Like Japanese Buddhism in general nowadays you will find a hereditary priesthood that performs archaic rites as a commercial entirely for-profit enterprise. However, a minority of priests will pursue academia, which is where zengaku thrives. This is where they get down to the fine details of what every little thing in a massively nebulous Chan record means. Finally, you will find a few eminent Zen teachers who are popular with foreigners and emphasize zazen above all else. However, they are the minority and do not represent Zen as it exists today nor as how it ever existed.
This is why if you are interested in Zen and are not overly attached to Japanese culture, I recommend you find a Chinese Chan teacher or even just begin to read the modern literature coming out of Taiwan.
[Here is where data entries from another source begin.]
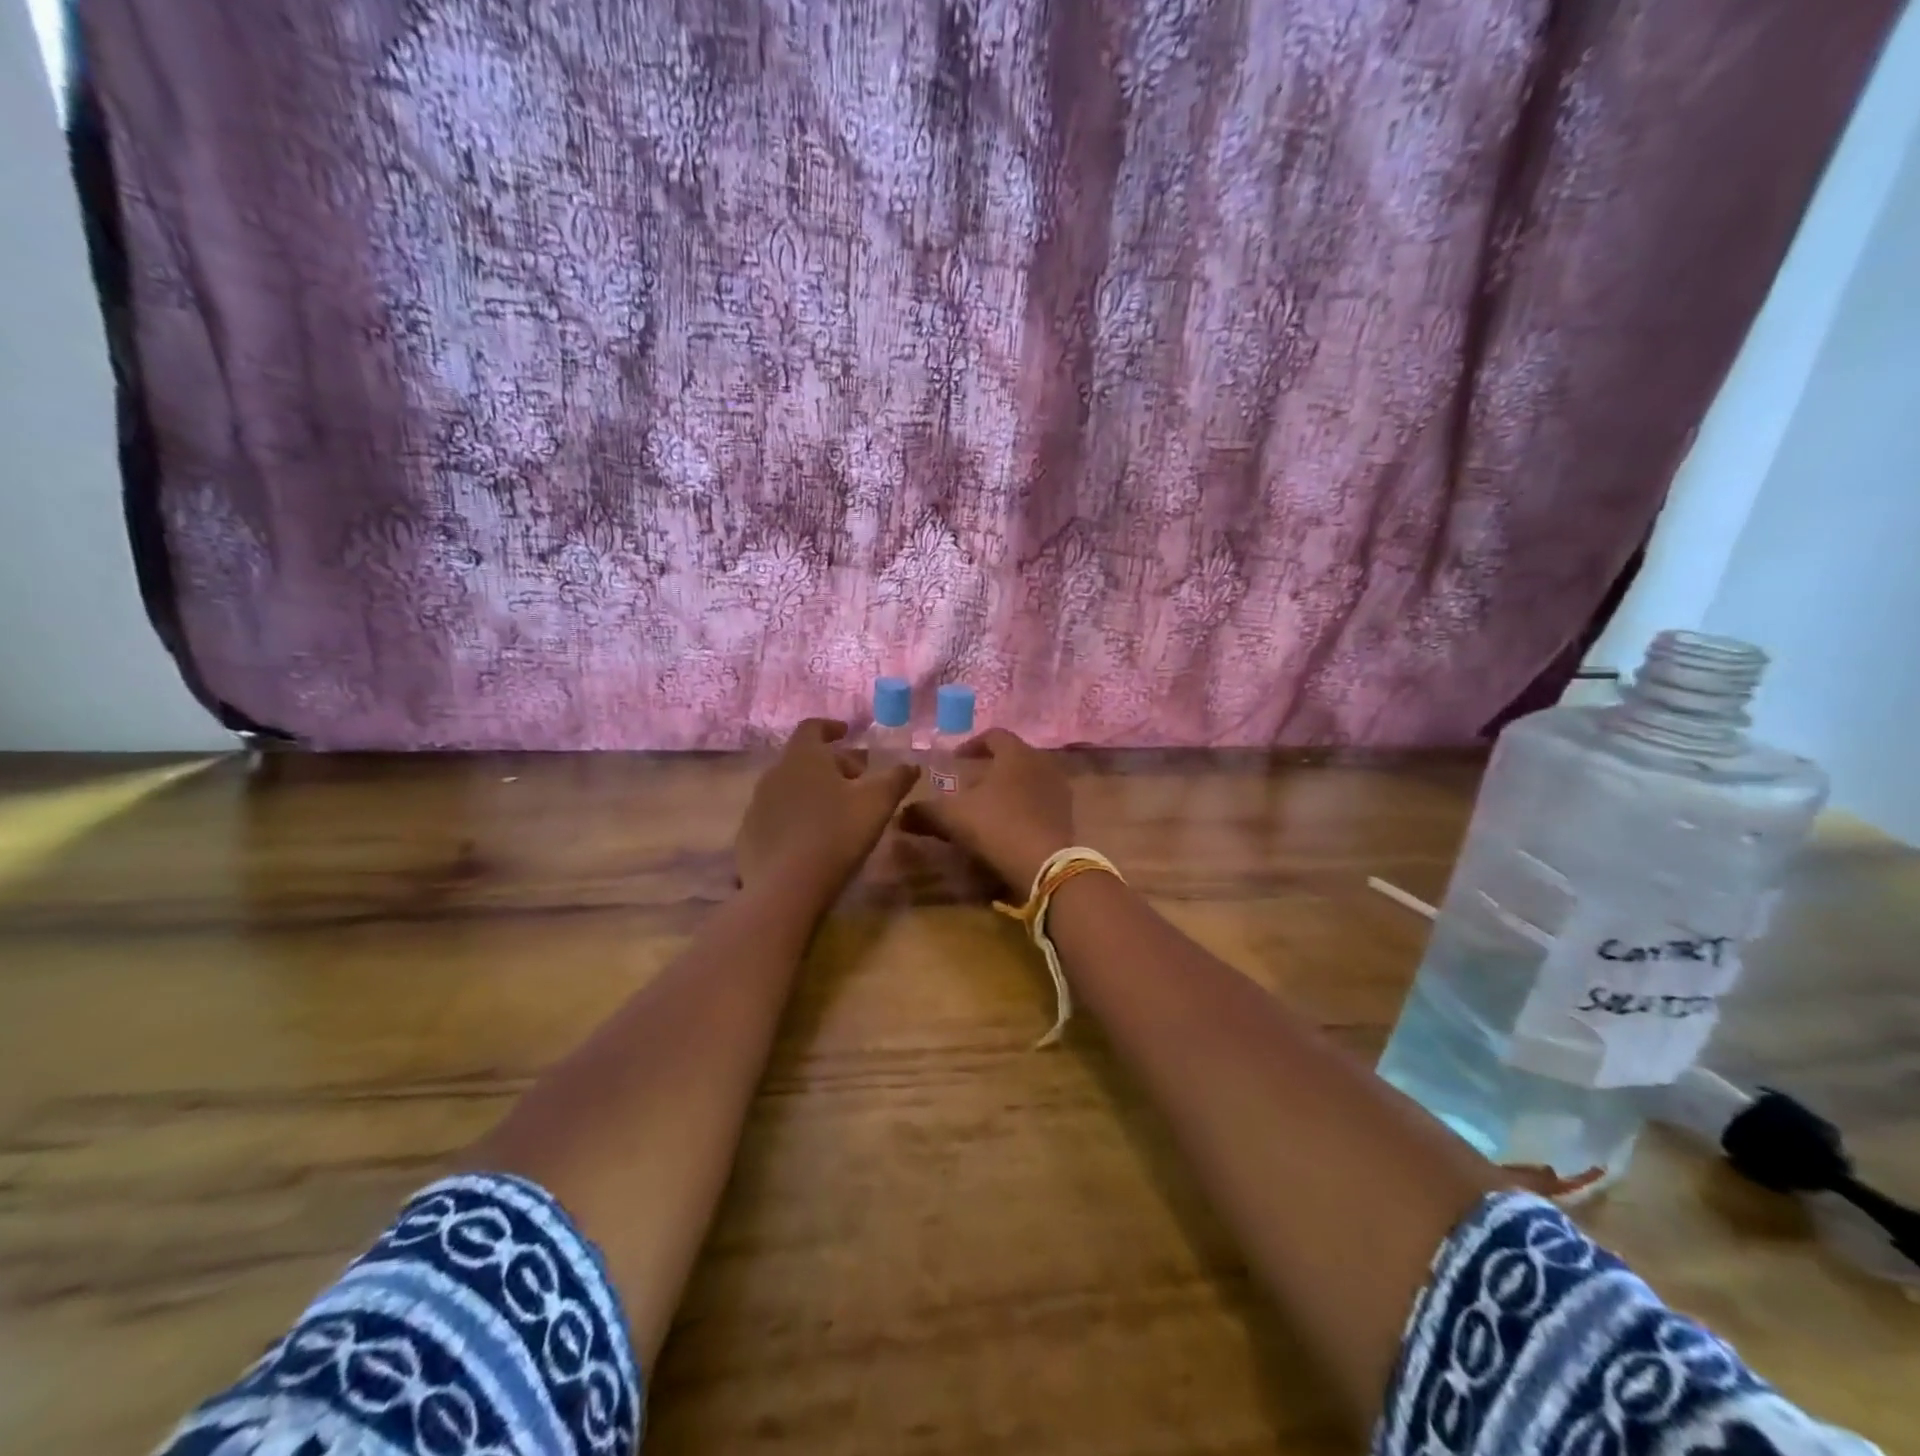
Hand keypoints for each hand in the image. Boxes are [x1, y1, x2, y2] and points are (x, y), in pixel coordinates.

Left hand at [735, 719, 918, 900]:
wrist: (784, 888)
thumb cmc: (835, 834)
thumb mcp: (877, 804)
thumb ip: (896, 779)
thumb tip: (911, 765)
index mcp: (804, 757)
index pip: (813, 727)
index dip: (831, 727)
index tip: (847, 733)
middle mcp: (775, 773)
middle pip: (804, 758)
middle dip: (831, 764)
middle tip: (857, 781)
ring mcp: (757, 805)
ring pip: (790, 787)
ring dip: (813, 791)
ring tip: (837, 811)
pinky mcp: (750, 835)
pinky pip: (777, 815)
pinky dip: (796, 817)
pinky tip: (813, 839)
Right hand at [901, 728, 1075, 891]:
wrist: (1045, 864)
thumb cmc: (997, 826)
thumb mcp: (952, 817)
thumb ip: (925, 812)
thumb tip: (900, 815)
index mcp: (1016, 753)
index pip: (994, 735)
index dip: (972, 744)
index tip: (956, 758)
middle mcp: (1042, 764)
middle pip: (1013, 757)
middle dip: (990, 768)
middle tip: (969, 784)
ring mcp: (1059, 790)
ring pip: (1028, 780)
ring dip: (1008, 789)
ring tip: (987, 807)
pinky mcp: (1067, 815)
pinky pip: (1040, 802)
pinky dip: (1023, 807)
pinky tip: (1008, 826)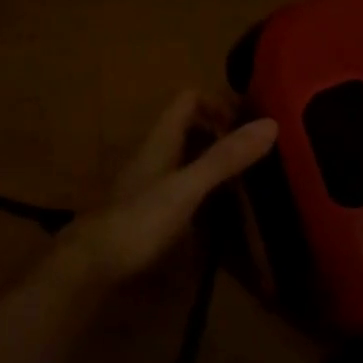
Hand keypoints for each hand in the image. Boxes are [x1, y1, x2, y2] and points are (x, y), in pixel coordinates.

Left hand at [57, 92, 277, 286]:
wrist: (93, 263)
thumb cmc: (139, 220)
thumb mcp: (187, 188)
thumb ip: (224, 158)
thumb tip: (270, 124)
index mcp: (162, 140)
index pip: (189, 99)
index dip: (219, 103)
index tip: (248, 128)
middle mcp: (156, 154)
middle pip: (190, 127)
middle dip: (223, 134)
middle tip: (258, 157)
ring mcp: (151, 182)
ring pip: (187, 157)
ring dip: (215, 162)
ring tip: (250, 183)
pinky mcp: (150, 209)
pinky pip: (183, 187)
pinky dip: (205, 191)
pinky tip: (223, 214)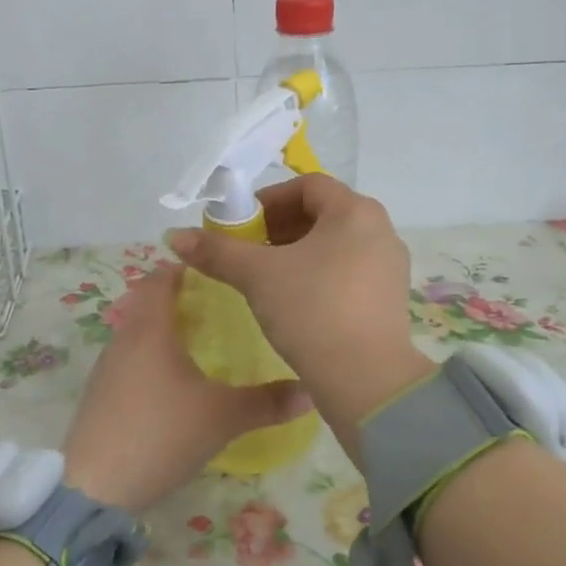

You will get logical and well-reasoned arguments and minimal bullshit. No weird language. A lot of compassionate concern for humanity and the environment.
Some people might not appreciate the seemingly conservative stances some Chan teachers take on marriage and sex, but at the end of the day they want the best for everyone and you are not obliged to agree with everything they say.
In my experience both in Taiwan and Japan I can say hands down Taiwanese Chan as it exists now has a strong element of practice and discipline while in Japan it is just lacking. In Japanese Zen people might enjoy the liberty to go have drinking parties and joke about everything being "one flavour", but that kind of behaviour leads nowhere. In Taiwanese Chan drinking is frowned upon and discouraged, but you'll get sincere and genuine teachers (many of whom speak English) who have cultivated true bodhicitta and live a very moral well disciplined lifestyle.
In other words, in my experience I've not encountered incoherent rambling or nonsense either in the living Chan tradition I've met or in the contemporary literature that spawns from it. Japanese Zen as it is sold and marketed in the English speaking world on the other hand has little to offer someone wanting a means to overcome suffering in a coherent and disciplined way.